SUPPLIED INFORMATION: Begin
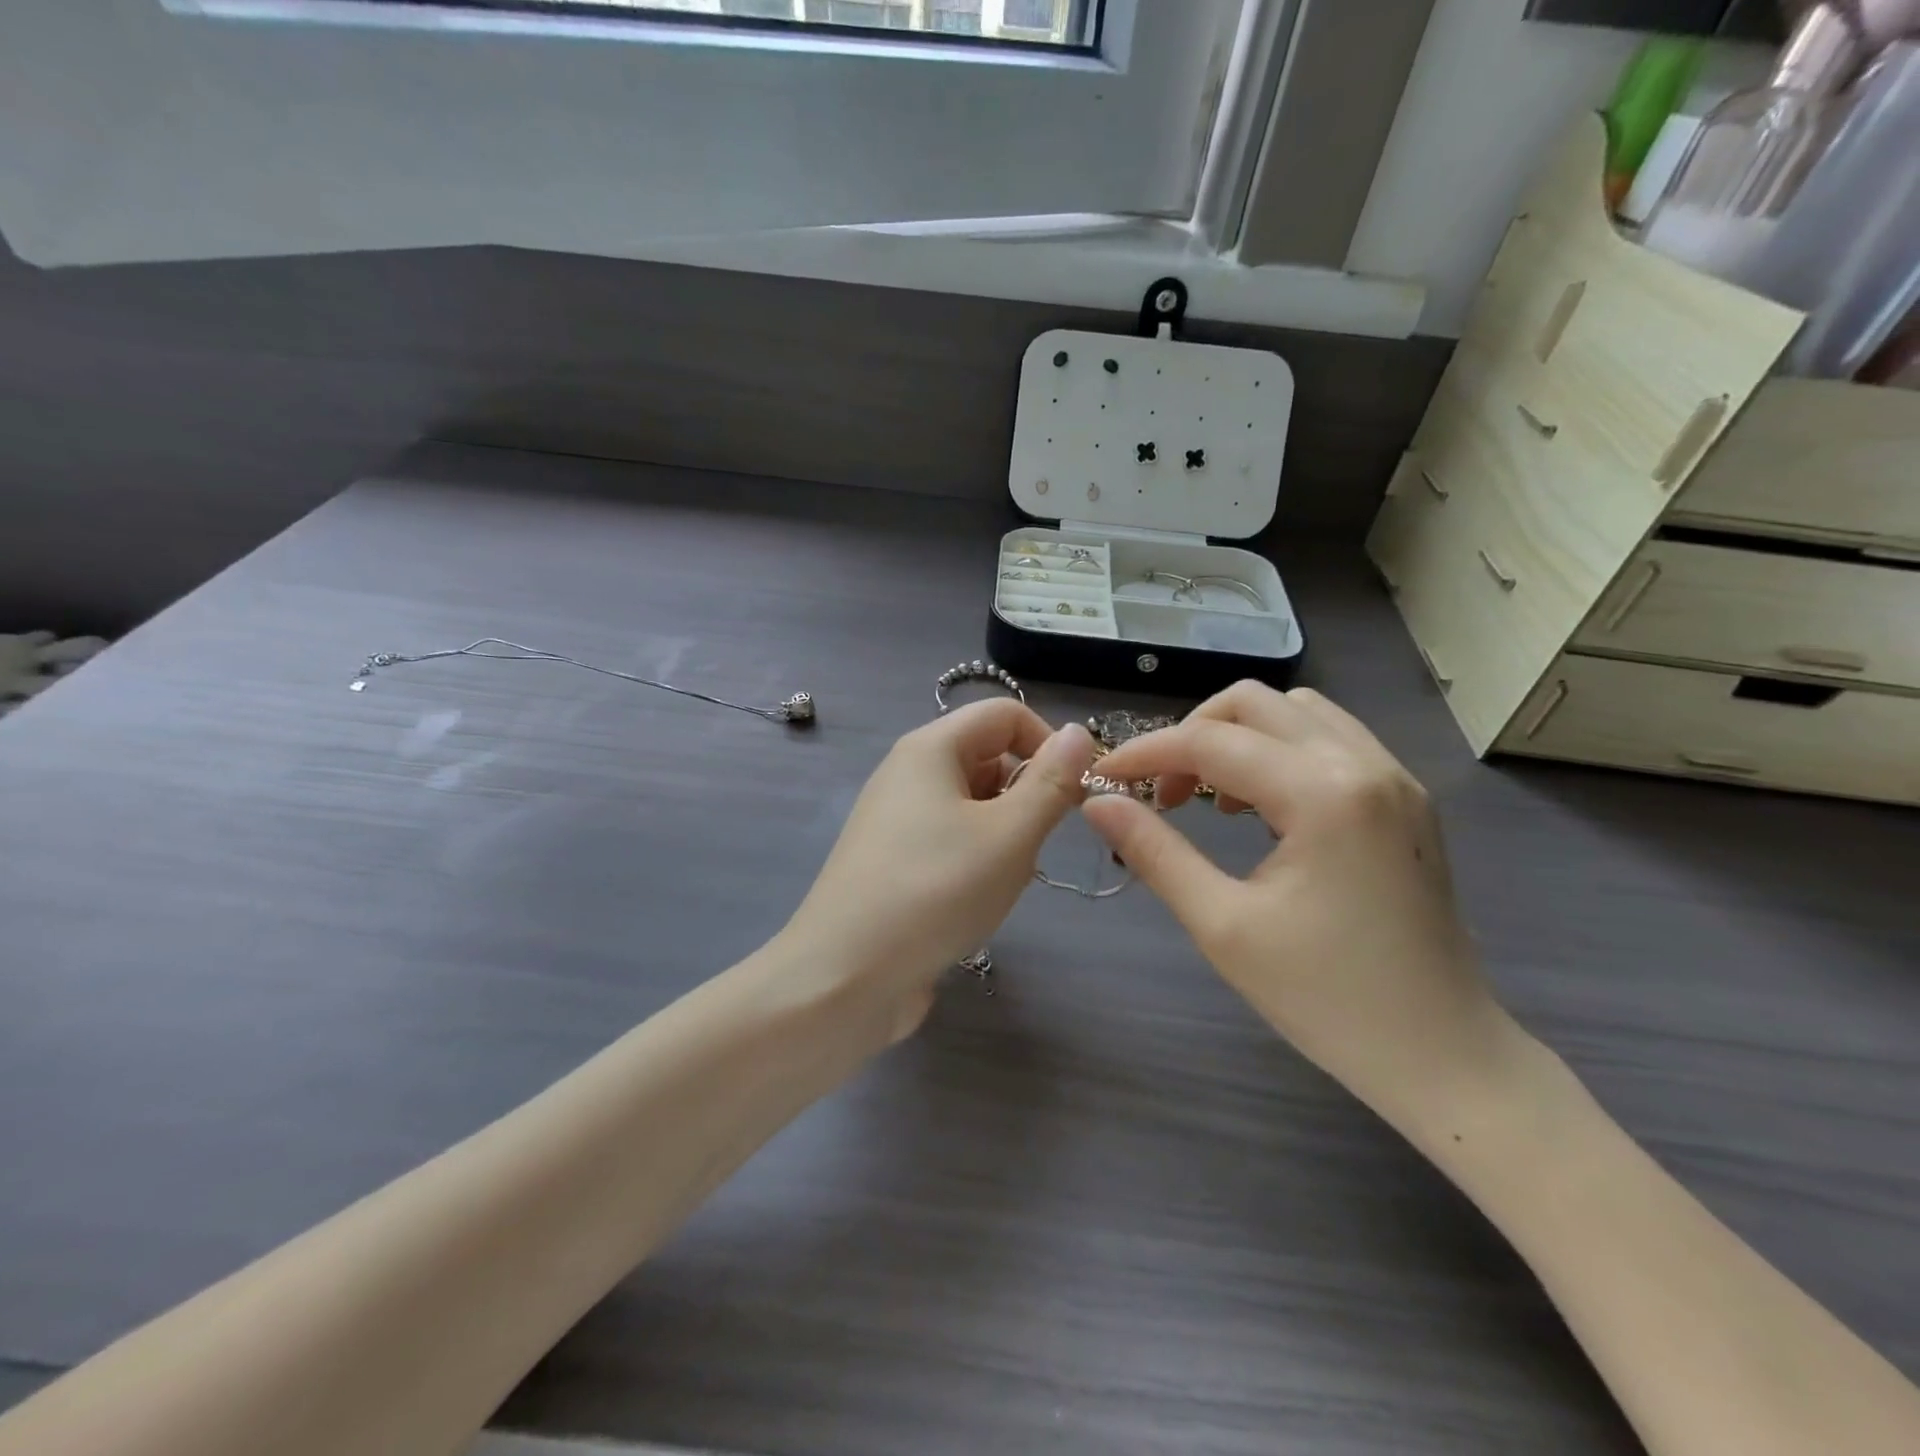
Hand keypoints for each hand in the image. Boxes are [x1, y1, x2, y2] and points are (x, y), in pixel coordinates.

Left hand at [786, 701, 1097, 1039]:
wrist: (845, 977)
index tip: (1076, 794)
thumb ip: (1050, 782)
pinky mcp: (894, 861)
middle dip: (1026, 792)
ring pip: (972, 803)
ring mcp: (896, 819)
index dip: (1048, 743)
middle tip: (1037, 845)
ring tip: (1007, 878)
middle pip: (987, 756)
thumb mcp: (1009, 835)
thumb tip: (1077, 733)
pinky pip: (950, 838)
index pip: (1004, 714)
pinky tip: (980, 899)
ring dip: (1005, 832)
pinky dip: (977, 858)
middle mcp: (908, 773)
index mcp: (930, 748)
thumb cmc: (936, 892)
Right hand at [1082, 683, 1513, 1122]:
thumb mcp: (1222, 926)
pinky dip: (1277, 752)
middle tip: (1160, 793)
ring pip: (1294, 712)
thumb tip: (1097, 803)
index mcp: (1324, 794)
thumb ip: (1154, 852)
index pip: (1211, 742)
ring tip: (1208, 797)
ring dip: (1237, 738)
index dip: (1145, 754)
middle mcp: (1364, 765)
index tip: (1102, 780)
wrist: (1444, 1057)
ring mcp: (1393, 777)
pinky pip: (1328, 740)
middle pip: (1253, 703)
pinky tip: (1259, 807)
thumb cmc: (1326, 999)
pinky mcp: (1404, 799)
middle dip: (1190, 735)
SUPPLIED INFORMATION: End
SUPPLIED INFORMATION: Begin
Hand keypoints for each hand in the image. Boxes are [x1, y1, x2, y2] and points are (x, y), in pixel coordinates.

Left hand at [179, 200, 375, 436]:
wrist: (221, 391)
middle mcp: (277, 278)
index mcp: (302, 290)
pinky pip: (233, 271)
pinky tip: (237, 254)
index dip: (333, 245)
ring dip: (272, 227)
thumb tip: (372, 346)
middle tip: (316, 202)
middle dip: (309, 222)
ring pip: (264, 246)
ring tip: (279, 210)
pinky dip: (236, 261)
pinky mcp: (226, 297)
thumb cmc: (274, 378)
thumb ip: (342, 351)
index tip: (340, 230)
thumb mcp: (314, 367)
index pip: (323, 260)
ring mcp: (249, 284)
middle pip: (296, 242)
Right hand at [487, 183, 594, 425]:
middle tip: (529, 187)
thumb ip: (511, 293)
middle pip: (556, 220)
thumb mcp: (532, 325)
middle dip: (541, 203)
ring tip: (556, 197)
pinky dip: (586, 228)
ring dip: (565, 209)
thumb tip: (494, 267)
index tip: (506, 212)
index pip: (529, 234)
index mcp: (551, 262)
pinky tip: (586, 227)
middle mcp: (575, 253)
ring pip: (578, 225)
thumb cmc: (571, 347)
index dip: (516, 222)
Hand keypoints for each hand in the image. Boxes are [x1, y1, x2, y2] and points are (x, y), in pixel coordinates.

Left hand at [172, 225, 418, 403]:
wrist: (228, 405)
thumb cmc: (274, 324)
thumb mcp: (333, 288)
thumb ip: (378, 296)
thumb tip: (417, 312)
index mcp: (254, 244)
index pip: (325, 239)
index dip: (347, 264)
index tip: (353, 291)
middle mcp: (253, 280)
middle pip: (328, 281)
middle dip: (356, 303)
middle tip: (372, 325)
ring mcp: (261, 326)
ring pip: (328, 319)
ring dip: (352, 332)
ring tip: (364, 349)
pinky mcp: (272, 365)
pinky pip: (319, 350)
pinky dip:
SUPPLIED INFORMATION: End
SUPPLIED INFORMATION: Begin
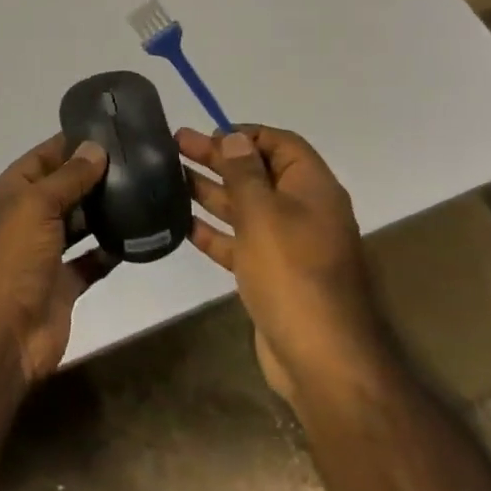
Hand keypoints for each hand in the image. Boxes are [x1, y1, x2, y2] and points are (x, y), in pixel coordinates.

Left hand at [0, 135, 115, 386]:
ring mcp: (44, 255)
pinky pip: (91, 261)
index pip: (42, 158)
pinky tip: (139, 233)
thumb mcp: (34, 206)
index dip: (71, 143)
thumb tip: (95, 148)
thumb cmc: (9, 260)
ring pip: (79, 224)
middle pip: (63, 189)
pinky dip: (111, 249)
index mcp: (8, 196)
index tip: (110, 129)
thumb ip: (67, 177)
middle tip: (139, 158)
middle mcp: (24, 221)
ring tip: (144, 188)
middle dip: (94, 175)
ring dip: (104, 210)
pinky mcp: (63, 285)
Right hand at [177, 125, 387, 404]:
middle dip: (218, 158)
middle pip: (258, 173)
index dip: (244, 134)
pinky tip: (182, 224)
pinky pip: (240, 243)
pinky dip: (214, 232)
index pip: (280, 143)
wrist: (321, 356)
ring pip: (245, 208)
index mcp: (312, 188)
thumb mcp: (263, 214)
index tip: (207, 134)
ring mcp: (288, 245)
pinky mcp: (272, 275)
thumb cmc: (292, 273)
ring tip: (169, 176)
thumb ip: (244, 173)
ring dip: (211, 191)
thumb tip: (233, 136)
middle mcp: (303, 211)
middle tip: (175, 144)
SUPPLIED INFORMATION: End
> PROBLEM DESCRIPTION
Only the lines above starting at the line that holds "pinky tip: (139, 233)" and ending at the line that holds "middle mcp: (24, 221)" are to be repeated, exactly and in full.

> OUTPUT OF THE TASK
pinky tip: (139, 233)
thumb mcp: (34, 206)
index dip: (71, 143)
thumb tip: (95, 148)
thumb cmc: (9, 260)
ring pip: (79, 224)
middle pip: (63, 189)
pinky dip: (111, 249)
index mcp: (8, 196)
index tip: (110, 129)
thumb ip: (67, 177)
middle tip: (139, 158)
middle mcp: (24, 221)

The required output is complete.